Union of Benefices Act 1860
- Parliament of the United Kingdom
- Long title: An Act to make better Provision for the Union of contiguous Benefices in Cities, Towns, and Boroughs.
- Citation: 23 & 24 Vict. c. 142
- Territorial extent: United Kingdom

Dates
- Royal assent: 28 August 1860
- Commencement: 28 August 1860
- Repealed: 27 June 1974

Other legislation
- Amended by: Statute Law Revision Act 1875
- Repealed by: Statute Law (Repeals) Act 1974

Status: Repealed

Text of statute as originally enacted

= Union of Benefices Act 1860 =

Act of the Parliament of the United Kingdom

The Union of Benefices Act 1860 (23 & 24 Vict. c. 142) was an act of the Parliament of the United Kingdom which prevented the need for other acts if following its prescribed three-stage scheme. It enabled reduction of the number of parish churches and vicars/rectors in London's "Metropolis", as defined by a narrower act of Parliament, the Metropolis Management Act 1855 (18 & 19 Vict. c. 120), five years before. It instead allowed commissions to recommend dissolution to various parties, which would then be a formality agreed by Order-in-Council.
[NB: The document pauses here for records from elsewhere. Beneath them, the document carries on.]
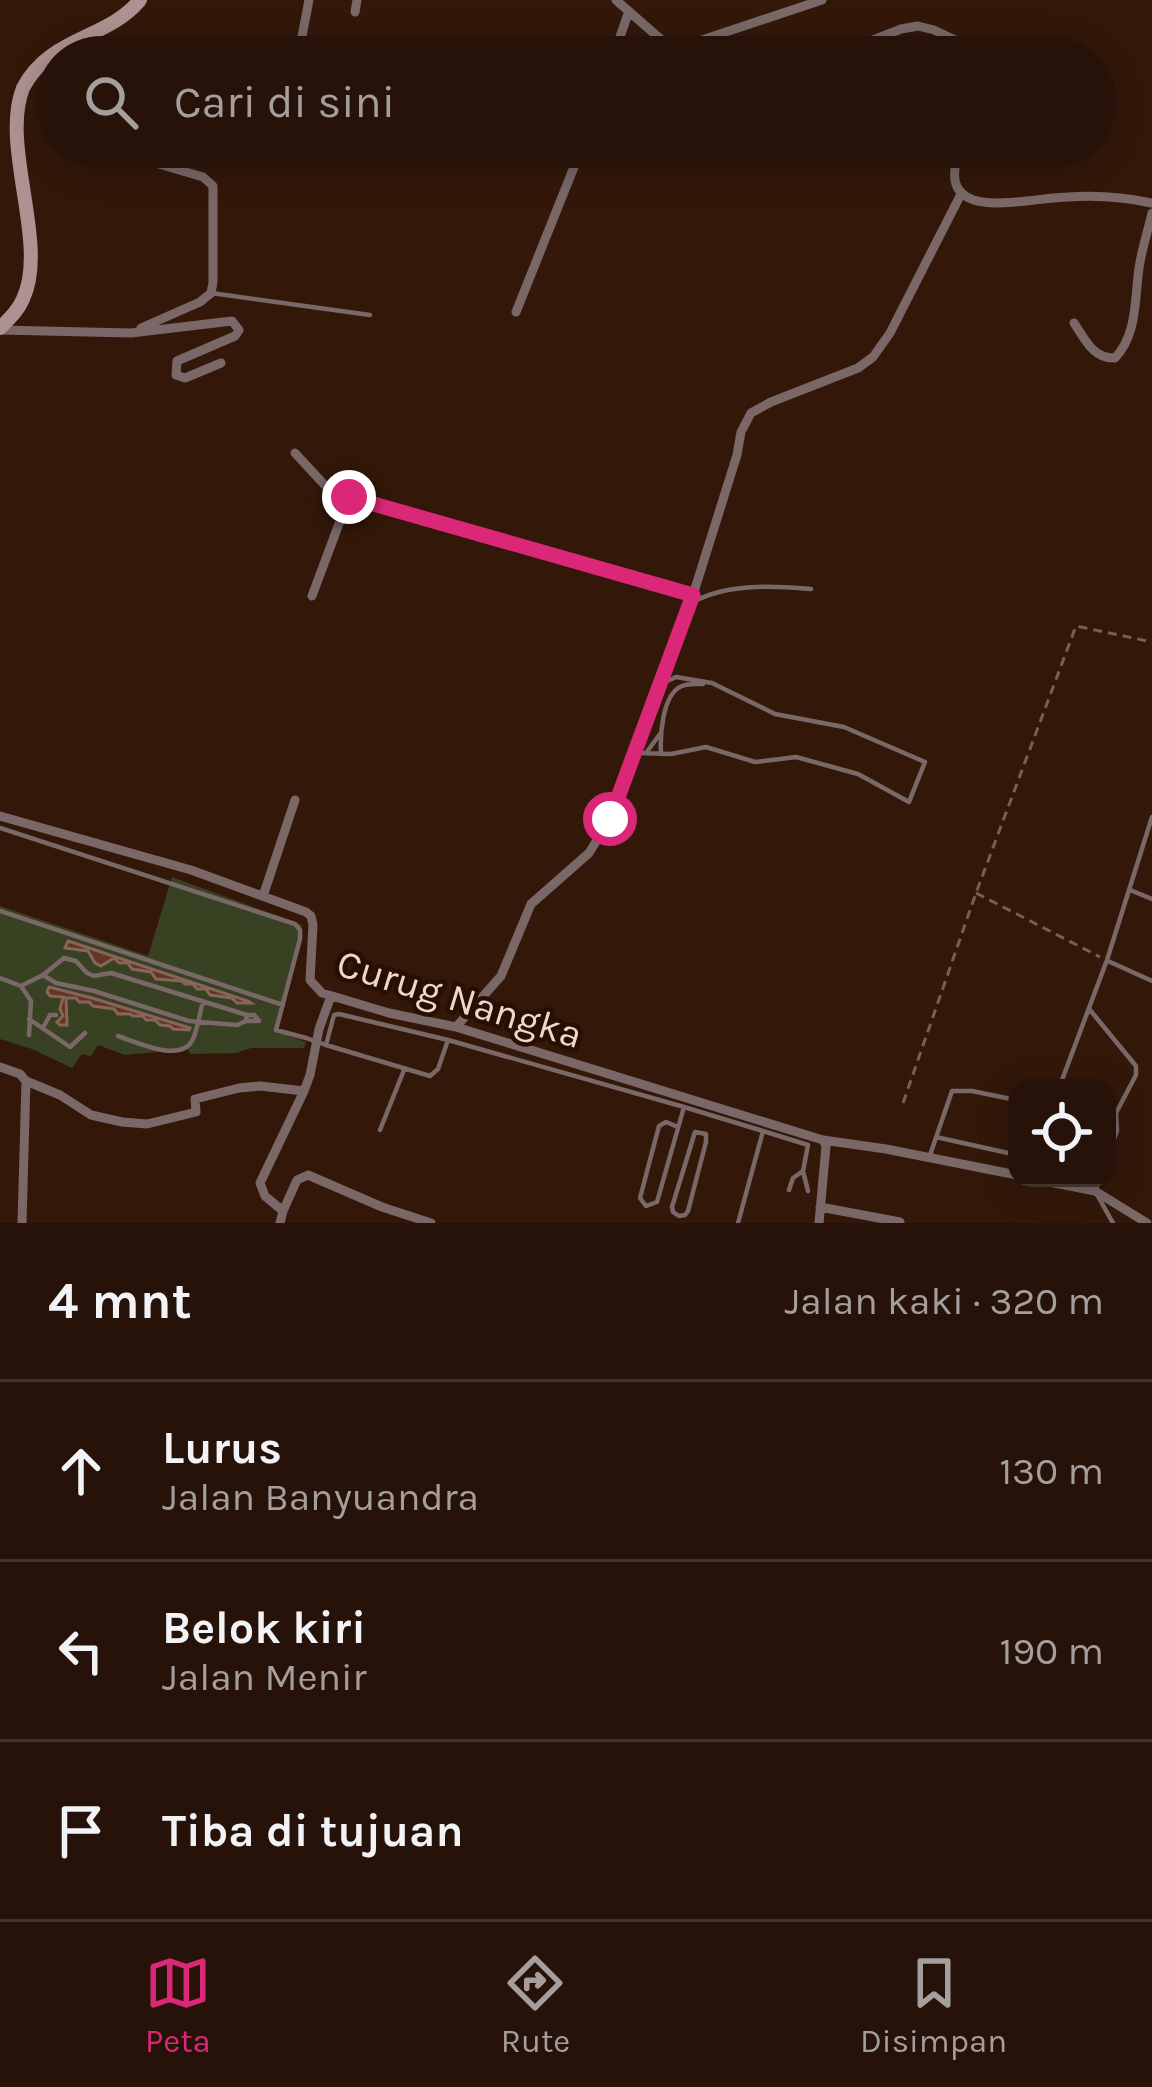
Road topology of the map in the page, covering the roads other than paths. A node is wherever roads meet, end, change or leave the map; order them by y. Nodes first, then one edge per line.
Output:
1 (140, 0) edge
2 (309, 0) edge
3 (616, 0) edge
4 (822, 0) edge
5 (629, 11) junction
6 (84, 36) edge
7 (300, 36) edge
8 (620, 36) edge
9 (657, 36) edge
10 (723, 36) edge
11 (883, 36) edge
12 (948, 36) edge
13 (36, 69) edge
14 (172, 168) edge
15 (574, 168) edge
16 (954, 168) edge
17 (961, 194) junction
18 (1152, 202) edge
19 (1152, 213) edge
20 (211, 293) junction
21 (516, 312) dead end
22 (370, 315) dead end
23 (1074, 323) dead end
24 (0, 328) edge
25 (131, 333) junction
26 (221, 363) dead end
27 (295, 453) dead end
28 (349, 497) junction
29 (811, 589) dead end
30 (312, 596) dead end
31 (691, 600) junction
32 (712, 683) junction
33 (660, 685) junction
34 (660, 734) junction
35 (641, 753) junction
36 (661, 754) junction
37 (295, 800) dead end
38 (0, 816) edge
39 (1152, 817) edge
40 (0, 828) edge
41 (1130, 890) junction
42 (263, 896) junction
43 (1152, 899) edge
44 (0, 911) edge
45 (1107, 960) junction
46 (43, 975) junction
47 (0, 978) edge
48 (1152, 981) edge
49 (21, 986) junction
50 (331, 996) junction
51 (203, 1002) junction
52 (283, 1005) junction
53 (1090, 1010) junction
54 (56, 1015) dead end
55 (29, 1019) junction
56 (196, 1022) junction
57 (456, 1027) junction
58 (43, 1028) junction
59 (86, 1033) dead end
60 (29, 1035) dead end
61 (118, 1036) dead end
62 (448, 1040) junction
63 (326, 1045) junction
64 (0, 1067) edge
65 (404, 1070) junction
66 (1063, 1079) edge
67 (26, 1082) junction
68 (304, 1091) junction
69 (1008, 1098) edge
70 (684, 1107) junction
71 (1116, 1113) edge
72 (678, 1127) junction
73 (380, 1130) dead end
74 (763, 1131) junction
75 (935, 1137) junction
76 (824, 1140) junction
77 (671, 1151) junction
78 (1008, 1153) edge
79 (687, 1155) junction
80 (929, 1158) junction
81 (684, 1164) junction
82 (699, 1168) junction
83 (803, 1171) junction
84 (1008, 1173) edge
85 (1075, 1187) edge
86 (1097, 1187) edge
87 (789, 1190) dead end
88 (808, 1191) dead end
89 (1095, 1191) junction
90 (820, 1207) junction
91 (281, 1217) edge
92 (900, 1222) edge
93 (22, 1223) edge
94 (431, 1223) edge
95 (738, 1223) edge
96 (819, 1223) edge
97 (1113, 1223) edge
98 (1147, 1223) edge

1 - 6 main road
2 - 7 street
3 - 5 street
4 - 10 street
5 - 8 street
5 - 9 street
11 - 12 street
13 - 24 main road
14 - 20 street
15 - 21 street
16 - 17 street
17 - 18 street
17 - 31 street
19 - 23 street
20 - 22 lane
20 - 25 street
24 - 25 street
25 - 26 street
27 - 28 street
28 - 30 street
28 - 31 street
29 - 31 lane
31 - 33 street
32 - 33 lane
32 - 34 lane
32 - 36 lane
33 - 35 street
34 - 35 lane
34 - 36 lane
35 - 36 lane
35 - 57 street
37 - 42 street
38 - 42 street, Curug Nangka
39 - 41 lane
40 - 52 lane
41 - 43 lane
41 - 45 lane
42 - 50 street, Curug Nangka
44 - 52 lane
45 - 48 lane
45 - 53 lane
46 - 49 lane
46 - 51 lane
46 - 56 lane
47 - 49 lane
49 - 55 lane
50 - 57 street, Curug Nangka
50 - 68 street
51 - 56 lane
51 - 56 lane
52 - 63 lane, bridge
53 - 66 lane
53 - 71 lane
54 - 58 lane
55 - 58 lane
55 - 60 lane
56 - 61 lane
57 - 76 street, Curug Nangka
58 - 59 lane
62 - 63 lane
62 - 65 lane
62 - 70 lane
63 - 65 lane
64 - 67 street
65 - 73 lane
67 - 68 street
67 - 93 street
68 - 91 street
69 - 75 lane
70 - 72 lane
70 - 74 lane
72 - 77 lane
72 - 77 lane
74 - 83 lane
74 - 95 lane
75 - 78 lane
75 - 80 lane
76 - 80 street, Curug Nangka
76 - 90 street
77 - 79 lane
79 - 81 lane
79 - 82 lane
80 - 84 street, Curug Nangka
81 - 82 lane
81 - 82 lane
83 - 87 lane
83 - 88 lane
85 - 89 street
86 - 89 lane
89 - 97 lane
89 - 98 street
90 - 92 street
90 - 96 street
91 - 94 street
It was chiefly used for the City of London, as its residential population declined in favour of commercial land use in the second half of the 19th century.

== Mechanism ==
1. Sections 3 to 6 of the act imposed and regulated prior, unpaid, commissions of inquiry.
2. Section 7.
3. Section 8.Vestry to notify Assent, Suggestions for modification or Objections. Bishop to transmit final Proposals to Ecclesiastical Commissioners, to prepare Scheme, and certify same to the Queen in Council.
 "Queen in Council" means the Privy Council of the United Kingdom.

== Eventual effects ==

Churches affected
| Church | Fate | Year | United with |
|---|---|---|---|
| All Hallows Bread Street | Demolished | 1876 | St Mary-le-Bow |
| All-Hallows-the-Great | Tower demolished first; then main body | 1876/1894 | St Michael Paternoster Royal |
| All Hallows Lombard Street | Demolished | 1937 | St Edmund the King and Martyr |
| All Hallows Staining | Demolished | 1870 | St Olave Hart Street |
| Holy Trinity Gough Square | Demolished | 1906 | St Bride, Fleet Street |
| Holy Trinity, Minories | Closed(destroyed 1940) | 1899 | St Botolph's Aldgate |
| St Alphage London Wall | Demolished | 1924 | St Mary Aldermanbury |
| St Antholin, Budge Row | Demolished | 1875 | St Mary Aldermary |
| St Benet Gracechurch | Demolished | 1868 | All Hallows Lombard Street |
| St Dionis Backchurch | Demolished | 1878 | All Hallows Lombard Street |
| St George Botolph Lane | Demolished | 1901-04 | St Mary-at-Hill |
| St James Duke's Place | Demolished | 1874 | St Katherine Cree |
| St Katherine Coleman | Demolished | 1926 | St Olave Hart Street |
| St Martin Outwich | Demolished | 1874 | St Helen's Bishopsgate |
| St Mary Somerset | Demolished | 1872 | St Nicholas Cole Abbey |
| St. Mary Magdalen Old Fish Street | Caught fire, subsequently pulled down | 1887 | St Martin Ludgate |
| St Matthew Friday Street | Demolished | 1885 | St Vedast alias Foster |
| St Michael Bassishaw | Demolished | 1900 | St Lawrence Jewry |
| St Michael Queenhithe | Demolished | 1875 | St James Garlickhythe |
| St Michael Wood Street | Demolished | 1895 | St Alban, Wood Street |
| St Mildred, Poultry | Demolished | 1872 | St Olave Jewry |
| St Olave Jewry | Demolished | 1888-91 | St Margaret Lothbury |
| St Peter Le Poer | Demolished | 1907 | St Michael, Cornhill |

As churchyards were emptied for buildings such as the new railway stations and roads, many remains were exhumed and re-interred in the City of London Cemetery.

This act was extended by the Union of Benefices Act 1898 (61 & 62 Vict. c. 23) This simply stated any such scheme "may be made if it provides for the erection of another church or parsonage for a benefice in the vicinity of the metropolis" [including] "any benefice within or partly within the Metropolitan Police District".

The whole act was repealed by section 1 of, and part VII of the schedule to, the Statute Law (Repeals) Act 1974, which came into force on 27 June 1974.